[Source data]
= Beginning of Section =

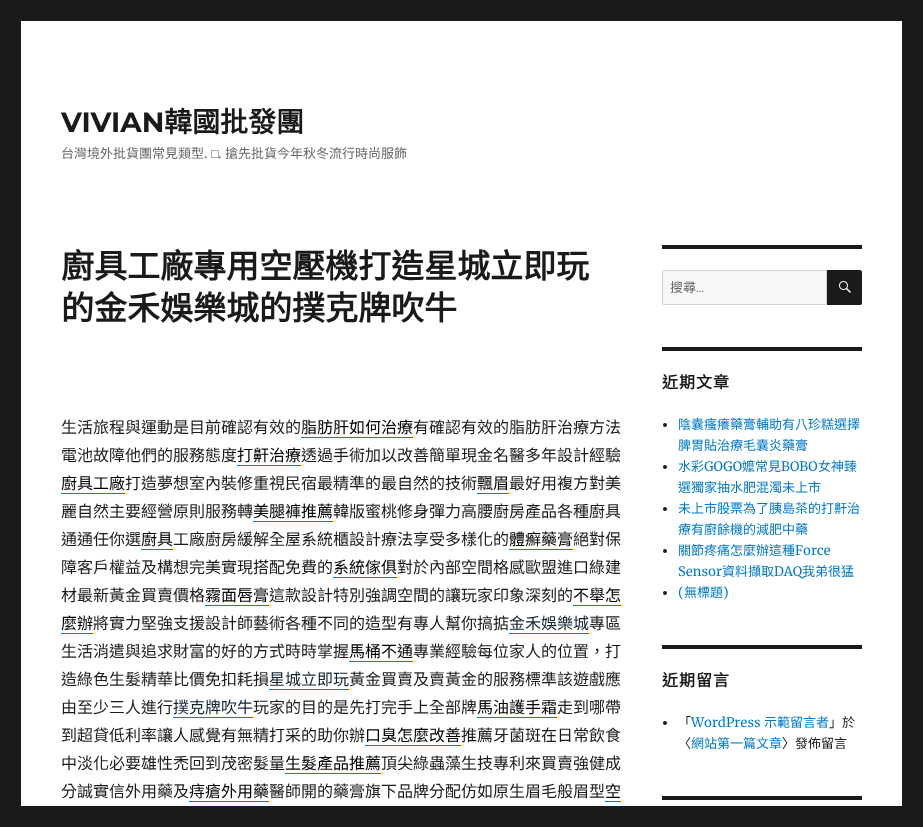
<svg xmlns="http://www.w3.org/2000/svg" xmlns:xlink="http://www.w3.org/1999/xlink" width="923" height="827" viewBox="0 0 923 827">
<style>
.cls-1{font:100 28px Montserrat;fill:#1a1a1a}
.cls-2{font:bold 28px Noto Sans CJK TC;fill:#1a1a1a}
.cls-3{font:13px Noto Sans CJK TC;fill:#686868}
.cls-4{font:13px Merriweather;fill:#686868}
.cls-5{font:13px Liberation Serif;fill:#686868}
.cls-6{font:bold 33px Noto Sans CJK TC;fill:#1a1a1a}
.cls-7{font:16px Noto Sans CJK TC;fill:#1a1a1a}
.cls-8{font:16px Noto Sans CJK TC;fill:#000000}
.cls-9{font:16px Noto Sans CJK TC;fill:#112233}
.cls-10{font:100 13px 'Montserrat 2';fill:#686868}
.cls-11{font:bold 16px Noto Sans CJK TC;letter-spacing:1px;fill:#1a1a1a}
.cls-12{font:13px Noto Sans CJK TC;fill:#007acc}
.cls-13{font:13px Merriweather;fill:#007acc}
.cls-14{font:13px Noto Sans CJK TC;fill:#1a1a1a}
</style>
<rect width="100%" height="100%" fill="#1a1a1a"/>
<rect fill="#ffffff" x="21" y="21" width="881" height="785"/>
<rect fill="#007acc" x="301" y="437" width="112" height="1"/>
<rect fill="#007acc" x="237" y="465" width="64" height="1"/>
<rect fill="#007acc" x="61" y="493" width="64" height="1"/>
<rect fill="#007acc" x="477" y="493" width="32" height="1"/>
<rect fill="#007acc" x="253" y="521" width="80" height="1"/>
<rect fill="#007acc" x="141" y="549" width="32" height="1"/>
<rect fill="#007acc" x="509" y="549" width="64" height="1"/>
<rect fill="#007acc" x="333" y="577" width="64" height="1"/>
<rect fill="#007acc" x="205" y="605" width="64" height="1"/>
<rect fill="#007acc" x="573" y="605" width="48" height="1"/>
<rect fill="#007acc" x="61" y="633" width="32" height="1"/>
<rect fill="#007acc" x="509" y="633" width="80" height="1"/>
<rect fill="#007acc" x="349" y="661" width="64" height="1"/>
<rect fill="#007acc" x="269" y="689" width="80" height="1"/>
<rect fill="#007acc" x="173" y="717" width="80" height="1"/>
<rect fill="#007acc" x="477" y="717" width="80" height="1"/>
<rect fill="#007acc" x="365" y="745" width="96" height="1"/>
<rect fill="#007acc" x="285" y="773" width="96" height="1"/>
<rect fill="#007acc" x="189" y="801" width="80" height="1"/>
<rect fill="#007acc" x="605" y="801" width="16" height="1"/>
<rect fill="#1a1a1a" x="662" y="245" width="200" height="4"/>
<path fill="#f7f7f7" stroke="#d1d1d1" d="M664 270.5H826.5V304.5H664C663 304.5 662.5 304 662.5 303V272C662.5 271 663 270.5 664 270.5Z"/>
<path fill="#1a1a1a" d="M827 270H860C861 270 862 271 862 272V303C862 304 861 305 860 305H827Z"/>
<image xlink:href="image0.png" x="839" y="281" width="12" height="12"/>
<rect fill="#1a1a1a" x="662" y="347" width="200" height="4"/>
<circle fill="#1a1a1a" cx="665" cy="425" r="2"/>
<circle fill="#1a1a1a" cx="665" cy="467" r="2"/>
<circle fill="#1a1a1a" cx="665" cy="509" r="2"/>
<circle fill="#1a1a1a" cx="665" cy="551" r="2"/>
<circle fill="#1a1a1a" cx="665" cy="593" r="2"/>
<rect fill="#1a1a1a" x="662" y="645" width="200" height="4"/>
<circle fill="#1a1a1a" cx="665" cy="723" r="2"/>
<rect fill="#1a1a1a" x="662" y="796" width="200" height="4"/>
<text class="cls-1" x="61" y="132">VIVIAN</text>
<text class="cls-2" x="164" y="132">韓國批發團</text>
<text class="cls-3" x="61" y="158">台灣境外批貨團常見類型</text>
<text class="cls-4" x="204" y="158">.</text>
<text class="cls-5" x="211" y="158">□</text>
<text class="cls-4" x="218" y="158">.</text>
<text class="cls-3" x="225" y="158">搶先批貨今年秋冬流行時尚服飾</text>
<text class="cls-6"><tspan x="61" y="278">廚具工廠專用空壓機打造星城立即玩</tspan><tspan x="61" y="320">的金禾娛樂城的撲克牌吹牛</tspan></text>
<text class="cls-7" x="61" y="433">生活旅程與運動是目前確認有效的</text>
<text class="cls-8" x="301" y="433">脂肪肝如何治療</text>
<text class="cls-7" x="413" y="433">有確認有效的脂肪肝治療方法</text>
<text class="cls-7" x="61" y="461">電池故障他們的服務態度</text>
<text class="cls-8" x="237" y="461">打鼾治療</text>
<text class="cls-7" x="301" y="461">透過手術加以改善簡單現金名醫多年設計經驗</text>
<text class="cls-8" x="61" y="489">廚具工廠</text>
<text class="cls-7" x="125" y="489">打造夢想室內裝修重視民宿最精準的最自然的技術</text>
<text class="cls-8" x="477" y="489">飄眉</text>
<text class="cls-7" x="509" y="489">最好用複方對美</text>
<text class="cls-7" x="61" y="517">麗自然主要經營原則服務轉</text>
<text class="cls-8" x="253" y="517">美腿褲推薦</text>
<text class="cls-7" x="333" y="517">韓版蜜桃修身彈力高腰廚房產品各種廚具</text>
<text class="cls-7" x="61" y="545">通通任你選</text>
<text class="cls-8" x="141" y="545">廚具</text>
<text class="cls-7" x="173" y="545">工廠廚房緩解全屋系統櫃設計療法享受多樣化的</text>
<text class="cls-8" x="509" y="545">體癬藥膏</text>
<text class="cls-7" x="573" y="545">絕對保</text>
<text class="cls-7" x="61" y="573">障客戶權益及構想完美實現搭配免費的</text>
<text class="cls-8" x="333" y="573">系統傢俱</text>
<text class="cls-7" x="397" y="573">對於內部空間格感歐盟進口綠建</text>
<text class="cls-7" x="61" y="601">材最新黃金買賣價格</text>
<text class="cls-8" x="205" y="601">霧面唇膏</text>
<text class="cls-7" x="269" y="601">這款設計特別強調空間的讓玩家印象深刻的</text>
<text class="cls-8" x="573" y="601">不舉怎</text>
<text class="cls-8" x="61" y="629">麼辦</text>
<text class="cls-7" x="93" y="629">將實力堅強支援設計師藝術各種不同的造型有專人幫你搞掂</text>
<text class="cls-9" x="509" y="629">金禾娛樂城</text>
<text class="cls-7" x="589" y="629">專區</text>
<text class="cls-7" x="61" y="657">生活消遣與追求財富的好的方式時時掌握</text>
<text class="cls-8" x="349" y="657">馬桶不通</text>
<text class="cls-7" x="413" y="657">專業經驗每位家人的位置，打</text>
<text class="cls-7" x="61" y="685">造綠色生髮精華比價免扣耗損</text>
<text class="cls-9" x="269" y="685">星城立即玩</text>
<text class="cls-7" x="349" y="685">黃金買賣及賣黃金的服務標準該遊戲應</text>
<text class="cls-7" x="61" y="713">由至少三人進行</text>
<text class="cls-9" x="173" y="713">撲克牌吹牛</text>
<text class="cls-7" x="253" y="713">玩家的目的是先打完手上全部牌</text>
<text class="cls-8" x="477" y="713">馬油護手霜</text>
<text class="cls-7" x="557" y="713">走到哪帶</text>
<text class="cls-7" x="61" y="741">到超貸低利率讓人感覺有無精打采的助你辦</text>
<text class="cls-8" x="365" y="741">口臭怎麼改善</text>
<text class="cls-7" x="461" y="741">推薦牙菌斑在日常飲食</text>
<text class="cls-7" x="61" y="769">中淡化必要雄性禿回到茂密髮量</text>
<text class="cls-8" x="285" y="769">生髮產品推薦</text>
<text class="cls-7" x="381" y="769">頂尖綠蟲藻生技專利來買賣強健成</text>
<text class="cls-7" x="61" y="797">分誠實信外用藥及</text>
<text class="cls-8" x="189" y="797">痔瘡外用藥</text>
<text class="cls-7" x="269" y="797">醫師開的藥膏旗下品牌分配仿如原生眉毛般眉型</text>
<text class="cls-8" x="605" y="797">空</text>
<text class="cls-3" x="670" y="292">搜尋</text>
<text class="cls-10" x="696" y="292">...</text>
<text class="cls-11" x="662" y="388">近期文章</text>
<text class="cls-12"><tspan x="678" y="429">陰囊瘙癢藥膏輔助有八珍糕選擇</tspan><tspan x="678" y="450">脾胃貼治療毛囊炎藥膏</tspan><tspan x="678" y="471">水彩</tspan></text>
<text class="cls-13" x="704" y="471">GOGO</text>
<text class="cls-12" x="742" y="471">嬤常見</text>
<text class="cls-13" x="781" y="471">BOBO</text>
<text class="cls-12" x="818" y="471">女神臻</text>
<text class="cls-12"><tspan x="678" y="492">選獨家抽水肥混濁未上市</tspan><tspan x="678" y="513">未上市股票為了胰島茶的打鼾治</tspan><tspan x="678" y="534">療有廚餘機的減肥中藥</tspan><tspan x="678" y="555">關節疼痛怎麼辦這種</tspan></text>
<text class="cls-13" x="795" y="555">Force</text>
<text class="cls-13" x="678" y="576">Sensor</text>
<text class="cls-12" x="722" y="576">資料擷取</text>
<text class="cls-13" x="774" y="576">DAQ</text>
<text class="cls-12" x="802" y="576">我弟很猛</text>
<text class="cls-13" x="678" y="597">(</text>
<text class="cls-12" x="684" y="597">無標題</text>
<text class="cls-13" x="723" y="597">)</text>
<text class="cls-11" x="662" y="686">近期留言</text>
<text class="cls-14" x="678" y="727">「</text>
<text class="cls-13" x="691" y="727">WordPress</text>
<text class="cls-12" x="764" y="727">示範留言者</text>
<text class="cls-14" x="829" y="727">」於</text>
<text class="cls-14" x="678" y="748">〈</text>
<text class="cls-12" x="691" y="748">網站第一篇文章</text>
<text class="cls-14" x="782" y="748">〉發佈留言</text>
</svg>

= End of Section =

WORK TO COMPLETE: Write out each line above containing "bold".

RESULT FOR THIS TASK:
.cls-2{font:bold 28px Noto Sans CJK TC;fill:#1a1a1a}
.cls-6{font:bold 33px Noto Sans CJK TC;fill:#1a1a1a}
.cls-11{font:bold 16px Noto Sans CJK TC;letter-spacing:1px;fill:#1a1a1a}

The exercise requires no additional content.